Alana Marshall

Personal information
- Full name: Alana Alise Marshall
- Date of birth: 29 April 1987 (age 39)
- Place of birth: Grangemouth, Scotland
- Position: Left wing

Team information
- Current team: Spartans
- Number: 11

Youth career
- Falkirk Girls

Senior career*
- Years: Team / Apps / (Gls)
- 2004–2008: Falkirk Ladies
- 2008: Hibernian Ladies
- 2008–2011: Boroughmuir Thistle
- 2011–2013: Rangers Ladies
- 2013–2016: Spartans / 32 / (3)
- 2017: Fimauto Valpolicella / 7 / (3)
- 2017–: Spartans / 27 / (5)

International career^{‡}
- 2011: Scotland / 4 / (0)

= Alana Marshall =

Scottish footballer (born 1987)

Alana Marshall (born 26 April 1987) is a Scottish female international football midfielder.
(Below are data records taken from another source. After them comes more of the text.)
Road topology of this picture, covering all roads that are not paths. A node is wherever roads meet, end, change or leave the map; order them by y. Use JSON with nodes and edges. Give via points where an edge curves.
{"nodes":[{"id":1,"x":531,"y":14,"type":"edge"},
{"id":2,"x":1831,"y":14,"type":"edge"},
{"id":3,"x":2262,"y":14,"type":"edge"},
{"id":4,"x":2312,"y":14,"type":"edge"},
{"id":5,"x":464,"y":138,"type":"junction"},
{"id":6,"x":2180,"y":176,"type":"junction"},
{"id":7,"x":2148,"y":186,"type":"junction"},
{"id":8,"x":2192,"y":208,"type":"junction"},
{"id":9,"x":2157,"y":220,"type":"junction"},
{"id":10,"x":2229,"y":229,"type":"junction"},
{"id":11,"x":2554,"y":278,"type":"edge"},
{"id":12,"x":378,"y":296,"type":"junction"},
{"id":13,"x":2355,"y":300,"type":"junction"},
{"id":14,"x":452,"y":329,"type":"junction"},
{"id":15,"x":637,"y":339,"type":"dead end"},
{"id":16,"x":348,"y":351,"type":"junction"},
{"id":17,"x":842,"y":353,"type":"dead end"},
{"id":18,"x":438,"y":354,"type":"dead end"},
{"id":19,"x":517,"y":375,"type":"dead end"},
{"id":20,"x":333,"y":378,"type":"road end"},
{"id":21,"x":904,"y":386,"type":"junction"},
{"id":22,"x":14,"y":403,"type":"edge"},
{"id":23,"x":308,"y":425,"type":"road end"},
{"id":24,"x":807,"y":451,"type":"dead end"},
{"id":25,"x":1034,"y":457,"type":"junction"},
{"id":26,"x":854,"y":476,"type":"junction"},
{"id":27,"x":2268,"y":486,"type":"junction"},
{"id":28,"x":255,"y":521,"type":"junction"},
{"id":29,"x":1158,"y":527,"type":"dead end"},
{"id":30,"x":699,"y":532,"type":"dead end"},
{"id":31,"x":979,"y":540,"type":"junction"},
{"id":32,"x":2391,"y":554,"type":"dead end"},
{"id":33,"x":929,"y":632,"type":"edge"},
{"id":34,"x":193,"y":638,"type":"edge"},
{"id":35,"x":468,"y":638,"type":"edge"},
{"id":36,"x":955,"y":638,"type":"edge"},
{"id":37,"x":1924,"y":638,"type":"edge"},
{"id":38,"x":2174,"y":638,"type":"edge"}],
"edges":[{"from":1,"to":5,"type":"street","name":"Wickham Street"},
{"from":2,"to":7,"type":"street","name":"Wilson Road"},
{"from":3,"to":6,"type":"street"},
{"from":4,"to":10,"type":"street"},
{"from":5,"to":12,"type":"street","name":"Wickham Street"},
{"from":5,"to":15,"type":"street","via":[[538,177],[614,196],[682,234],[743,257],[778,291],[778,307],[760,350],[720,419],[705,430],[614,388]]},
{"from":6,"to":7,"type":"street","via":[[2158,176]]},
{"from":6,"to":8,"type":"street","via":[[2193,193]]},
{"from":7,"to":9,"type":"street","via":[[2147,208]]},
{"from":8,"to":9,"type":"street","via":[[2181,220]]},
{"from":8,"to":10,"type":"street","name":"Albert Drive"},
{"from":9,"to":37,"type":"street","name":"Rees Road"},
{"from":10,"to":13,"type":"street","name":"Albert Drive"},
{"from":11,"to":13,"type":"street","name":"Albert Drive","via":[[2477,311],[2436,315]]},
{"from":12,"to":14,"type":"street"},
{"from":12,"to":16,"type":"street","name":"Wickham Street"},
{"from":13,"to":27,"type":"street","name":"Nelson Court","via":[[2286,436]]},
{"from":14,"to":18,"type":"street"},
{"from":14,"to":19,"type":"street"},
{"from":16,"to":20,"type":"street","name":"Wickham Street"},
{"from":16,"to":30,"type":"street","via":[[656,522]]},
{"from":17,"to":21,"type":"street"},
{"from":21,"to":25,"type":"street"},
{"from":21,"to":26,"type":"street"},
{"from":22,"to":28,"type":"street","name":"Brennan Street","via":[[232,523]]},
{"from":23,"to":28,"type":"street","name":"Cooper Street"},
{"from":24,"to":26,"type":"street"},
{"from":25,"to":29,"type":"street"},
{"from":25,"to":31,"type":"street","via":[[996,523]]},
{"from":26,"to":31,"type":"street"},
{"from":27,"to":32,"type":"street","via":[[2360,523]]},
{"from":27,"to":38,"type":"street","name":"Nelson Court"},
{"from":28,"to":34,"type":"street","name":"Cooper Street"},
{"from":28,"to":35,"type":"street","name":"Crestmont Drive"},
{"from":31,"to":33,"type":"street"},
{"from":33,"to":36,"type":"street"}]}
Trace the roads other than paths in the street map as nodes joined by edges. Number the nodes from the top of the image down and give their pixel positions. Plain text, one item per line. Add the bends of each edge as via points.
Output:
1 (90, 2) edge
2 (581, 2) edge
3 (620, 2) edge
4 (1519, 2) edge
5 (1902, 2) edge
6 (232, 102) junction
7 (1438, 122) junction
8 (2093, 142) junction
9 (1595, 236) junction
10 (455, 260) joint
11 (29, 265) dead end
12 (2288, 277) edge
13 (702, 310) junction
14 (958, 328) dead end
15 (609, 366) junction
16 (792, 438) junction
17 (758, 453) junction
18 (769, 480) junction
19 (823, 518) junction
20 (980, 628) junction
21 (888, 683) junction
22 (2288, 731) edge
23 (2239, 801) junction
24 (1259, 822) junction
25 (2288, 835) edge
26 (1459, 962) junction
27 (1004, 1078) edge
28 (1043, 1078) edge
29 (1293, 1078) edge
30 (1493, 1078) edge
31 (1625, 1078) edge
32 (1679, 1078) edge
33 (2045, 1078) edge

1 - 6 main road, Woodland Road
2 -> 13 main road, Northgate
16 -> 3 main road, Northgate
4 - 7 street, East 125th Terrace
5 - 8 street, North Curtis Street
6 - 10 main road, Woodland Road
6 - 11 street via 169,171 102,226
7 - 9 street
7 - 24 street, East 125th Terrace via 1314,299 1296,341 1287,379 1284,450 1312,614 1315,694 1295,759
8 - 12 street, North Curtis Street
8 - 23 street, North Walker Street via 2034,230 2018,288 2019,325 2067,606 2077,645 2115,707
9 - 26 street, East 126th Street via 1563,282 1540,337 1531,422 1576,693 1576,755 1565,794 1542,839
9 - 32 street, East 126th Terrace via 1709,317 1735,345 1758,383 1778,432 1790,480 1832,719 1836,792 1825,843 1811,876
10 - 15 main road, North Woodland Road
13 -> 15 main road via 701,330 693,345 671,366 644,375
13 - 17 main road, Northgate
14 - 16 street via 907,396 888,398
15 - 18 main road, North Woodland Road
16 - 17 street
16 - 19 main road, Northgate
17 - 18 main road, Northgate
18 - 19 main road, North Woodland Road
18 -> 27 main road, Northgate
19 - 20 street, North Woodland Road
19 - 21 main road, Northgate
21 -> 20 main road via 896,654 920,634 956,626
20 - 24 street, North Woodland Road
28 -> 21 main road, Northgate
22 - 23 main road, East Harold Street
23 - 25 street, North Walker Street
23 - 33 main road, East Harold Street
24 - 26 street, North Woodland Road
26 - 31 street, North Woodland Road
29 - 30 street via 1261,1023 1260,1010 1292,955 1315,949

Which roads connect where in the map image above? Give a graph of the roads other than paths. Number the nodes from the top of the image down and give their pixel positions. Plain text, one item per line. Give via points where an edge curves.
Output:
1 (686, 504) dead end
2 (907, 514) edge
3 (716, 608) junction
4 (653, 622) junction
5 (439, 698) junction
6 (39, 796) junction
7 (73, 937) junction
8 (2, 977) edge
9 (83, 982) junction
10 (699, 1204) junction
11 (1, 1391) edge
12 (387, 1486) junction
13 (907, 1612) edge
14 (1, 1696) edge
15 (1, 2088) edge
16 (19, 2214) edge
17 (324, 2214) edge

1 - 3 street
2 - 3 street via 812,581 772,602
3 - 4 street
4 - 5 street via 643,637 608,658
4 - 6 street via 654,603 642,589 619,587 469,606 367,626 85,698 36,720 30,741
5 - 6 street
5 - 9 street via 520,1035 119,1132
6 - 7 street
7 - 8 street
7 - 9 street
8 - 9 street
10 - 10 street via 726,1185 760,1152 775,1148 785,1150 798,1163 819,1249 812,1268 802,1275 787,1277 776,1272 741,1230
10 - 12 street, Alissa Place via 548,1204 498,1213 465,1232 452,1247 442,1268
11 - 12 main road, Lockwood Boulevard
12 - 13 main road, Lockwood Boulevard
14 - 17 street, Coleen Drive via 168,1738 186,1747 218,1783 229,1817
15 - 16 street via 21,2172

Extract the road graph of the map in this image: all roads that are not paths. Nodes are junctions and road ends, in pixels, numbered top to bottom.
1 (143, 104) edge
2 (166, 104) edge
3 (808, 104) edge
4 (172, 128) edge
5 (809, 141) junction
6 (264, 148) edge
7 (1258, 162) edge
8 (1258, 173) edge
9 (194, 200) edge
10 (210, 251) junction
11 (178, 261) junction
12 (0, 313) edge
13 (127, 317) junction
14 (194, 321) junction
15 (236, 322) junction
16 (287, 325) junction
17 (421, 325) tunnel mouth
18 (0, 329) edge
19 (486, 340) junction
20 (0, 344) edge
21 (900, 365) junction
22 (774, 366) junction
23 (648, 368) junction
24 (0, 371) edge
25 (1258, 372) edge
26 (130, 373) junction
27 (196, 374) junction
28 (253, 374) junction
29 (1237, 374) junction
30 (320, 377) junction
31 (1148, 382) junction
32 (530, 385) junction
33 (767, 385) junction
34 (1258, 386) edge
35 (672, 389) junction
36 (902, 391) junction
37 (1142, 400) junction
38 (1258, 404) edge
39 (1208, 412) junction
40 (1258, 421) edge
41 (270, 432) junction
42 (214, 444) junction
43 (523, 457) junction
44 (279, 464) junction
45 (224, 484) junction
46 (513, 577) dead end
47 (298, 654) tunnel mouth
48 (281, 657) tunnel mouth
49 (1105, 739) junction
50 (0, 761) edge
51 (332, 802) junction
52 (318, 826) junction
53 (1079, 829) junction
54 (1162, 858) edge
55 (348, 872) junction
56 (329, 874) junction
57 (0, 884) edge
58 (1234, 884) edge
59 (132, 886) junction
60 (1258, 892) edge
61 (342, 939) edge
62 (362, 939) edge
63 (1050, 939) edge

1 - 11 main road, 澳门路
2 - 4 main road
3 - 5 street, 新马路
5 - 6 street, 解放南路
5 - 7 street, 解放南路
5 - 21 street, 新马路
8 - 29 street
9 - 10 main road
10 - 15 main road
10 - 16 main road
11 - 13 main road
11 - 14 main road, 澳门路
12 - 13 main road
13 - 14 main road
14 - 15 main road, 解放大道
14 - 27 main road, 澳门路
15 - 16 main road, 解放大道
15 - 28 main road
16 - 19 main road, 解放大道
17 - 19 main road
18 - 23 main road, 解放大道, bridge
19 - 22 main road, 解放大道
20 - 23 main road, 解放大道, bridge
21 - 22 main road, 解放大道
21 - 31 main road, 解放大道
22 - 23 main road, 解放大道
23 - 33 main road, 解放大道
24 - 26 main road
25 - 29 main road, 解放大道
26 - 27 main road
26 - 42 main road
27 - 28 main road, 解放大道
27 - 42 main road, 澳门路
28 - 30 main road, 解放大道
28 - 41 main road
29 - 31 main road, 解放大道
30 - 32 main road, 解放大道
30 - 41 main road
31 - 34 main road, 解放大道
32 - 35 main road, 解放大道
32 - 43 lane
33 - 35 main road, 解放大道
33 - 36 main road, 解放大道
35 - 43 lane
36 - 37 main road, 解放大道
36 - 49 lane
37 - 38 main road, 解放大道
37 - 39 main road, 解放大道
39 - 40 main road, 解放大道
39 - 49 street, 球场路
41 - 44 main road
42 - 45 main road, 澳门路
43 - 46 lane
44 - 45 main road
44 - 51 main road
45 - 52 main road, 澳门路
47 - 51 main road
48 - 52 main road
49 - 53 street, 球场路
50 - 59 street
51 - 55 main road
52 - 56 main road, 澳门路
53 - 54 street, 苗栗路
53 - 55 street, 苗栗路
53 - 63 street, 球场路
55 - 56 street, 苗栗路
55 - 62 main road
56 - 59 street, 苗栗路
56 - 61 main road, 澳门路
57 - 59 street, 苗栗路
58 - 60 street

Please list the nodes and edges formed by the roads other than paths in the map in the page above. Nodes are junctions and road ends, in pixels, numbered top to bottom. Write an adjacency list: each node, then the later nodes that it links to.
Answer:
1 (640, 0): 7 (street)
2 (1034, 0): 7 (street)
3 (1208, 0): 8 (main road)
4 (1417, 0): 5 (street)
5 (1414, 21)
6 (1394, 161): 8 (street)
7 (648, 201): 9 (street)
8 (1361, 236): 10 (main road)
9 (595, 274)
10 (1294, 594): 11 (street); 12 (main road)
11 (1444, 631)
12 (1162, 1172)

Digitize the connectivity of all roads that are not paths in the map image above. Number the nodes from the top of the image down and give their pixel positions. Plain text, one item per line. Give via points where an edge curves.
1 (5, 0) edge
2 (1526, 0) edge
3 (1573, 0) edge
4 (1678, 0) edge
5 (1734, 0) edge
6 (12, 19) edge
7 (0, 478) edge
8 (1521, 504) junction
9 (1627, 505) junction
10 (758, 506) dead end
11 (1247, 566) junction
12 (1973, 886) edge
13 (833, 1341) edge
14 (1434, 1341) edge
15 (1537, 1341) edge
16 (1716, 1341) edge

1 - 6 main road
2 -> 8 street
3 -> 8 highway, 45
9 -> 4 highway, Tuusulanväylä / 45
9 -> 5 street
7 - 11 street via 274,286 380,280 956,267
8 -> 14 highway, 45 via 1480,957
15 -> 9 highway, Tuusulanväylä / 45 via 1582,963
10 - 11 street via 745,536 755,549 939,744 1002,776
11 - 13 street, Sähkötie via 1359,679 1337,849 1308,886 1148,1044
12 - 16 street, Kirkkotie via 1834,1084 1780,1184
She currently plays in the Scottish Women's Premier League for Spartans, having previously played for Rangers Ladies, Boroughmuir Thistle and Hibernian Ladies.

==Club career==
Marshall came through the ranks at Falkirk Ladies.

==International career==
Marshall was called up to a Scotland training camp for the first time in June 2009, the same week as she was named Scottish Women's Premier League Player of the Year.